With new technology comes new possibilities. A side effect is where these possibilities fit into existing law. Dynamic, or algorithmic, pricing is a strategy where artificial intelligence uses data collected about market conditions to determine pricing in real time.

Algorithmic pricing has been a concern for antitrust regulators for years, even before the AI boom. While a re-examination of laws due to changing circumstances is a normal part of progress, there is currently insufficient evidence to suggest that dynamic pricing is leading to conspiracy. The potential for issues is not enough to show that they are actually occurring, and lawmakers should not create a solution for a problem that doesn’t exist.

Earlier this year, a class-action lawsuit was filed against several Las Vegas companies, including MGM Resorts and Caesars Entertainment, arguing that the companies used the same dynamic pricing software. The lawsuit claims this led to elevated hotel prices. The U.S. District Court in Nevada dismissed the case, saying the plaintiffs did not provide enough evidence of collusion between the companies but did give the claimants 30 days to submit a revised complaint addressing the issue.

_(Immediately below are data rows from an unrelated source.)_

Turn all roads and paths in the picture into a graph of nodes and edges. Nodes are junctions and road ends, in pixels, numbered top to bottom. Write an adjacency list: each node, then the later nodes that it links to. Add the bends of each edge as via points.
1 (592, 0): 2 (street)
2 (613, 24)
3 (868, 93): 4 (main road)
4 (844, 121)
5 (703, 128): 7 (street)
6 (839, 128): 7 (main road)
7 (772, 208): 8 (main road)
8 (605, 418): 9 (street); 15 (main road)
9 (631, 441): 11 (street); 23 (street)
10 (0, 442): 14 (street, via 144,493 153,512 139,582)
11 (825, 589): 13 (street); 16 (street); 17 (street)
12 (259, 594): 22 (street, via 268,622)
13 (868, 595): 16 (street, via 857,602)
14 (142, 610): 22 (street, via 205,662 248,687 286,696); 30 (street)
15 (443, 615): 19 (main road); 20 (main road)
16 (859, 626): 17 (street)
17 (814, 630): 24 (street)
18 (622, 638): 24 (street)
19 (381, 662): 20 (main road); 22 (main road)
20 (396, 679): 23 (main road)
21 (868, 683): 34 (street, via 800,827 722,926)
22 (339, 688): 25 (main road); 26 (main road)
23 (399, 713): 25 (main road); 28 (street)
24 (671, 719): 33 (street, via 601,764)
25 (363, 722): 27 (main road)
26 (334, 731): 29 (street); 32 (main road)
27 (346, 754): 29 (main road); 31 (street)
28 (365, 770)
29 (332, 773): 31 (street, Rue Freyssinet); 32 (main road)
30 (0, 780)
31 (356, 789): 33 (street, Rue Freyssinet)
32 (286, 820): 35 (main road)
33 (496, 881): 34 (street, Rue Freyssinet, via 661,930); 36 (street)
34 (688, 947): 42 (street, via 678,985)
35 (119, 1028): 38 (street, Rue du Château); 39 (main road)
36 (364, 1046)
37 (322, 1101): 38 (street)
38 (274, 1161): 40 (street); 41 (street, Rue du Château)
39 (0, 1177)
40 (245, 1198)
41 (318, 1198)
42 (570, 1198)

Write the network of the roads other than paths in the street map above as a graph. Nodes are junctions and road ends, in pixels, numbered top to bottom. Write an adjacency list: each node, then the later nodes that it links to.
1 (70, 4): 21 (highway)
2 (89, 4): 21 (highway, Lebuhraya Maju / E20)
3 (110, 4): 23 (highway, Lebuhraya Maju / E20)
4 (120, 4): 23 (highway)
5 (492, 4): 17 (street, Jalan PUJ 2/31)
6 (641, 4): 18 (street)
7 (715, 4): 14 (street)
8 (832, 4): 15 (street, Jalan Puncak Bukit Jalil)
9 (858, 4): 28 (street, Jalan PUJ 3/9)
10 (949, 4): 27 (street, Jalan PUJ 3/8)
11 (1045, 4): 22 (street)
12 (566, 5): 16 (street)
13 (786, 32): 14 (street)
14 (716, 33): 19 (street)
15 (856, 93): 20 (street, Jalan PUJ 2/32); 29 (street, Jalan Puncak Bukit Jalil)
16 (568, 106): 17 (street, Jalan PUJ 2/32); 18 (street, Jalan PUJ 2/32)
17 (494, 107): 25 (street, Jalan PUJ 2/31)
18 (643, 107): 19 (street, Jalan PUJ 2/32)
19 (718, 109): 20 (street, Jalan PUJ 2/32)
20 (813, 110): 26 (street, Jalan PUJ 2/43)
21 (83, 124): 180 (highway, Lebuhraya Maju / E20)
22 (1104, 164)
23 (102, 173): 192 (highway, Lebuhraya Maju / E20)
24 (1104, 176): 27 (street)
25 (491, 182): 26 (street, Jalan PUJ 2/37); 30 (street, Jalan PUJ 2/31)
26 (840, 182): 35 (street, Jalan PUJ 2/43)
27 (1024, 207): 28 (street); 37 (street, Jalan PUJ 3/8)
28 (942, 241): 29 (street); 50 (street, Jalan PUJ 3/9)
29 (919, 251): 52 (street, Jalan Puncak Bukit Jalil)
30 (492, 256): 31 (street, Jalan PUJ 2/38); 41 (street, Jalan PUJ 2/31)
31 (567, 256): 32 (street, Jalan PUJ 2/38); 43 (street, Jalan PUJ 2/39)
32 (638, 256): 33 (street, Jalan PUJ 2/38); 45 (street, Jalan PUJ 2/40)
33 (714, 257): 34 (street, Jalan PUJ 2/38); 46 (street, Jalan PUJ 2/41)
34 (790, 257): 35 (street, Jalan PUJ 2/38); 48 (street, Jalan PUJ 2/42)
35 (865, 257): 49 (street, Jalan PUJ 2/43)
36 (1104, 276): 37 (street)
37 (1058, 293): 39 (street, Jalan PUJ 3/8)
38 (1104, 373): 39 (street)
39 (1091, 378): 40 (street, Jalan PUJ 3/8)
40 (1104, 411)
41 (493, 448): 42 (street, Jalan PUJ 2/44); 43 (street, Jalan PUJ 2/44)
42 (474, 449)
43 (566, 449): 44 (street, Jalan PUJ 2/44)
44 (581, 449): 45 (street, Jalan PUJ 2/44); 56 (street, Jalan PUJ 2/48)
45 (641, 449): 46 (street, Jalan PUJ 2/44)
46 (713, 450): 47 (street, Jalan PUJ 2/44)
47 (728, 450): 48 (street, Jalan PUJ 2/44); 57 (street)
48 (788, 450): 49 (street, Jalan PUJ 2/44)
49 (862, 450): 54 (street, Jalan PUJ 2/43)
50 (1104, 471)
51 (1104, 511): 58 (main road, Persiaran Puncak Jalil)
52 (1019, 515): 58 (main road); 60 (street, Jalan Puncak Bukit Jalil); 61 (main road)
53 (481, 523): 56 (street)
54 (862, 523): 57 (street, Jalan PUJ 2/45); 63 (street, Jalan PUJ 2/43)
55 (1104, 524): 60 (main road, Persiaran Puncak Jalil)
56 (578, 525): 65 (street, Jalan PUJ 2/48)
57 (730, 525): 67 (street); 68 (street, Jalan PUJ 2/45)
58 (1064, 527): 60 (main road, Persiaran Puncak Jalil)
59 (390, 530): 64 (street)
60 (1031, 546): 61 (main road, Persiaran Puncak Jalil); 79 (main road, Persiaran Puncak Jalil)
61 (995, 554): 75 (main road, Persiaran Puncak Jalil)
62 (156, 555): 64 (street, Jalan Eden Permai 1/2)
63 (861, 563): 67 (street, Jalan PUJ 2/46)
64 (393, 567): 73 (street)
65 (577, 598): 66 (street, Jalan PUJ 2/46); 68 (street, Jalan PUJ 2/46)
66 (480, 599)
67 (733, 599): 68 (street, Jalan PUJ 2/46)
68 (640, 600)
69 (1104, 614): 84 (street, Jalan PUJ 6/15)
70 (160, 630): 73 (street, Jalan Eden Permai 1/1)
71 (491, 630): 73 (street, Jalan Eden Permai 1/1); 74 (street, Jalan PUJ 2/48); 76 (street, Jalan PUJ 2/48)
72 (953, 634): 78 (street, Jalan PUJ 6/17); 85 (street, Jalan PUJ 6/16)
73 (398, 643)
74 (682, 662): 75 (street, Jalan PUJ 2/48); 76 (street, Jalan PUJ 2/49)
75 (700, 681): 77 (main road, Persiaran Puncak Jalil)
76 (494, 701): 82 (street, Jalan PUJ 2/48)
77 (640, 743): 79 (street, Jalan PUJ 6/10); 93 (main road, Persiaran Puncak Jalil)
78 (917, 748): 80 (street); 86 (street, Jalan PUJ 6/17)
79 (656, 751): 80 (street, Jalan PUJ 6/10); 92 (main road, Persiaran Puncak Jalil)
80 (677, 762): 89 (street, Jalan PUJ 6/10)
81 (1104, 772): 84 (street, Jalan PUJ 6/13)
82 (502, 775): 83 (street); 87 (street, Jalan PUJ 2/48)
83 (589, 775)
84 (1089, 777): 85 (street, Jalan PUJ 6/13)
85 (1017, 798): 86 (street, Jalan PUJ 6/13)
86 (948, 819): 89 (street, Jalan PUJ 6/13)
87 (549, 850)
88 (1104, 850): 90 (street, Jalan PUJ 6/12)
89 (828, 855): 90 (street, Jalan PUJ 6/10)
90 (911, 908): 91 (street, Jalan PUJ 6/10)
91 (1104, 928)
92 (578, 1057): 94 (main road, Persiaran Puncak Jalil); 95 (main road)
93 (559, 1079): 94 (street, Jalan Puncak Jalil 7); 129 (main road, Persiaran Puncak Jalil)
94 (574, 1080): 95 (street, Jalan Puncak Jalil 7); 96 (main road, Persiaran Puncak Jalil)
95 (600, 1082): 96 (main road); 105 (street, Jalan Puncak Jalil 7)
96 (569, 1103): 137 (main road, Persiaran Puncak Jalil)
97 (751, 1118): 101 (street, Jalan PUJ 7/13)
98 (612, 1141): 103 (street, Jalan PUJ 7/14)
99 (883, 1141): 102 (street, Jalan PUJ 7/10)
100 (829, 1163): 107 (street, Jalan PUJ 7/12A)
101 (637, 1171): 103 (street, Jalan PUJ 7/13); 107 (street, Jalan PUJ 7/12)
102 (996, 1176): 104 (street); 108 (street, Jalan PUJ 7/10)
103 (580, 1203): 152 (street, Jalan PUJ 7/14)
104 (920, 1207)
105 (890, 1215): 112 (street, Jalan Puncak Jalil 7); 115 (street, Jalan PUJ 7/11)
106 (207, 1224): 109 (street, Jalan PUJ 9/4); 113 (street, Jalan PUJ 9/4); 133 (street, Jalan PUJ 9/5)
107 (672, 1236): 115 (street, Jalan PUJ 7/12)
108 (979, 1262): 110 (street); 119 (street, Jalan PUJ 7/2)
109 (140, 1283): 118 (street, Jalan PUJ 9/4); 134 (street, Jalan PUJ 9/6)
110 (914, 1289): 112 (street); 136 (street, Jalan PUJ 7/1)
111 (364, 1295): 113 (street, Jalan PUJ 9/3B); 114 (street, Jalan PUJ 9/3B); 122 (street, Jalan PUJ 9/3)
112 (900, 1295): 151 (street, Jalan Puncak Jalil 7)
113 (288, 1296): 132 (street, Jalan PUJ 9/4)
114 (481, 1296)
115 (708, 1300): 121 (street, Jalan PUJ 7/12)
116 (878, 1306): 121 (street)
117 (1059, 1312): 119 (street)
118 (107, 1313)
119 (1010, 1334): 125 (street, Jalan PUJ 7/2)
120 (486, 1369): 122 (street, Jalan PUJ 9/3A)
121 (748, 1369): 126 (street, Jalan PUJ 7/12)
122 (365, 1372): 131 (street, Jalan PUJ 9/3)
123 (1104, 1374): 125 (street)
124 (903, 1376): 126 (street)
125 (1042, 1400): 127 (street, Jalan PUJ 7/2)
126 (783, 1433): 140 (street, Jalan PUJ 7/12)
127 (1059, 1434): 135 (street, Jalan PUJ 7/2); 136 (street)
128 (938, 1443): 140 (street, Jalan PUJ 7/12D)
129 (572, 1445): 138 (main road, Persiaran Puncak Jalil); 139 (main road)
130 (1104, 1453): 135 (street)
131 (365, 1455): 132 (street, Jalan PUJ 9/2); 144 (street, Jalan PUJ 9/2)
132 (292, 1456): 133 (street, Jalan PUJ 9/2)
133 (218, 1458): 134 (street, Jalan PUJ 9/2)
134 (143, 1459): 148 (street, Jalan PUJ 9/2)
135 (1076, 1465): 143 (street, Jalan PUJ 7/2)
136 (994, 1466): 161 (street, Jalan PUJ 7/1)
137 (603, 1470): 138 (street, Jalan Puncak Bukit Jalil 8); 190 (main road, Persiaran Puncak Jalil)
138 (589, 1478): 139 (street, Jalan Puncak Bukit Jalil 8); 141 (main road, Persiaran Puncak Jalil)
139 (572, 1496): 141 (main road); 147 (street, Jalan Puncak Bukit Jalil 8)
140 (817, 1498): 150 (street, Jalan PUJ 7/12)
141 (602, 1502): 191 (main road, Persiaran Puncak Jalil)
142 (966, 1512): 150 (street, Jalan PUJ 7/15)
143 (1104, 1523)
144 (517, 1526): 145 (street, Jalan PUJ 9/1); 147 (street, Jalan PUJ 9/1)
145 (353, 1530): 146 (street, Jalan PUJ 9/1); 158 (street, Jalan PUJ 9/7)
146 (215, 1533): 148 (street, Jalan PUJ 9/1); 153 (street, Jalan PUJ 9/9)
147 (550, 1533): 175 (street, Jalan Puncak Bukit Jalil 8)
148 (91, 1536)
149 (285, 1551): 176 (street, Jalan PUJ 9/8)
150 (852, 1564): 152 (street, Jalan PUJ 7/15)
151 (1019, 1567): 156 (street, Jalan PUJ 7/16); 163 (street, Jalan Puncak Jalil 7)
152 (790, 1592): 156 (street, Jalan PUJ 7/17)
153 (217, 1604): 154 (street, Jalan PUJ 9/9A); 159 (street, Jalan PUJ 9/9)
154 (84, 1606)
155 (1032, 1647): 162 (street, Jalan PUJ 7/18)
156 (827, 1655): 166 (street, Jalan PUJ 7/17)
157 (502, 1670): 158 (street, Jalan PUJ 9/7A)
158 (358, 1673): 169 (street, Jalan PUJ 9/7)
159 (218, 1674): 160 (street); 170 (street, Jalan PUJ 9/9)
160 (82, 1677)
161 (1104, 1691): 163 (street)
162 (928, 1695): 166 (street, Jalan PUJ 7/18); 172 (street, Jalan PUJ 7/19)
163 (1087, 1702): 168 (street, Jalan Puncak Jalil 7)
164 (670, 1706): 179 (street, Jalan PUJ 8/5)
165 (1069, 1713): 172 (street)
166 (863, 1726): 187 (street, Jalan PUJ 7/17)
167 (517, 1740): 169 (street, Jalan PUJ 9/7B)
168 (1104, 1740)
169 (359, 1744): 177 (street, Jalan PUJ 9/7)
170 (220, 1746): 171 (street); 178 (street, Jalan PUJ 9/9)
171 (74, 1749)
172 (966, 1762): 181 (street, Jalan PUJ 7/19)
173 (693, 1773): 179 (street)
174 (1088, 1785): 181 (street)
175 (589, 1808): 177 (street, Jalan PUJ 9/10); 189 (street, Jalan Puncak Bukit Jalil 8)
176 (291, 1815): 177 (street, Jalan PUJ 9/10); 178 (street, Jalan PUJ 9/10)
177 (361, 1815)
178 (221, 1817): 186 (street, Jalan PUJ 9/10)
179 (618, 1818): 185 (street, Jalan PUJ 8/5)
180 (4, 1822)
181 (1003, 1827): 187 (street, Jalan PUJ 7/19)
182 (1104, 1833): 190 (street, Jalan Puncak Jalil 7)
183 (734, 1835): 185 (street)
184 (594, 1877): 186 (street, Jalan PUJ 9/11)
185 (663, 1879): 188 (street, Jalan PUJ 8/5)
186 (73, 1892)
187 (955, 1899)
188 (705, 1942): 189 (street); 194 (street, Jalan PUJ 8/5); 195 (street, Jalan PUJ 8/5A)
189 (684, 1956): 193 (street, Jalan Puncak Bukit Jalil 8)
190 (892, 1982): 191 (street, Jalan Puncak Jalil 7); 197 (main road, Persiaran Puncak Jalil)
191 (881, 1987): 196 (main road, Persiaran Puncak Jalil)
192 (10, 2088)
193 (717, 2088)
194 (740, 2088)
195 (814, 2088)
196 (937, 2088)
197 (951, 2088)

While the lawsuit was recent, concern about dynamic pricing using algorithms is nothing new. In the field of antitrust, some have raised the possibility that these programs could lead to collusion.

The Federal Trade Commission released a public statement in 2017 discussing this possibility. The statement explored how algorithms could facilitate collusion in different ways. Either purposefully by making it easier for companies colluding to respond to lower prices by a company trying to undercut them or autonomously as the AI behind the software learns and decides on an anti-competitive strategy.

The complaint in the case against the hotels argues that using the same software means that the hotels don’t have to price independently. The complaint also claims that academic research supports the idea that dynamic pricing algorithms lead to anticompetitive behavior and higher consumer prices. Some have argued that regulators should explore implementing new regulations in response to the possibility of anticompetitive effects from algorithmic pricing.

Despite claims that algorithmic pricing could lead to anticompetitive behavior and collusion, the evidence is inconclusive. While the potential for intentional and tacit collusion exists in theoretical models, there are numerous obstacles to implementing this in a real-world setting. A primary barrier is that algorithms are not advanced enough to achieve optimal pricing in real-world applications, as many algorithms do not consider essential factors such as product differentiation and the effect of advertising on consumer choice.

The first major real-world test of dynamic pricing in antitrust law also found that evidence for collusion was lacking. In dismissing the court case, the court found insufficient evidence to suggest a conspiracy between the defendants. Instead, the plaintiffs inferred collusion, which is not enough to prove it occurred. Lawsuits like this and calls for regulation on what may happen should be tempered by this lack of evidence.

While automation may make collusion easier in the future, that is not sufficient to justify expanding regulation. If there comes a time when dynamic algorithmic pricing is used to create market conditions detrimental to consumers, then the topic can be revisited. As it now stands, there is not sufficient evidence to warrant regulatory intervention. Intervening directly would be creating a solution without a problem.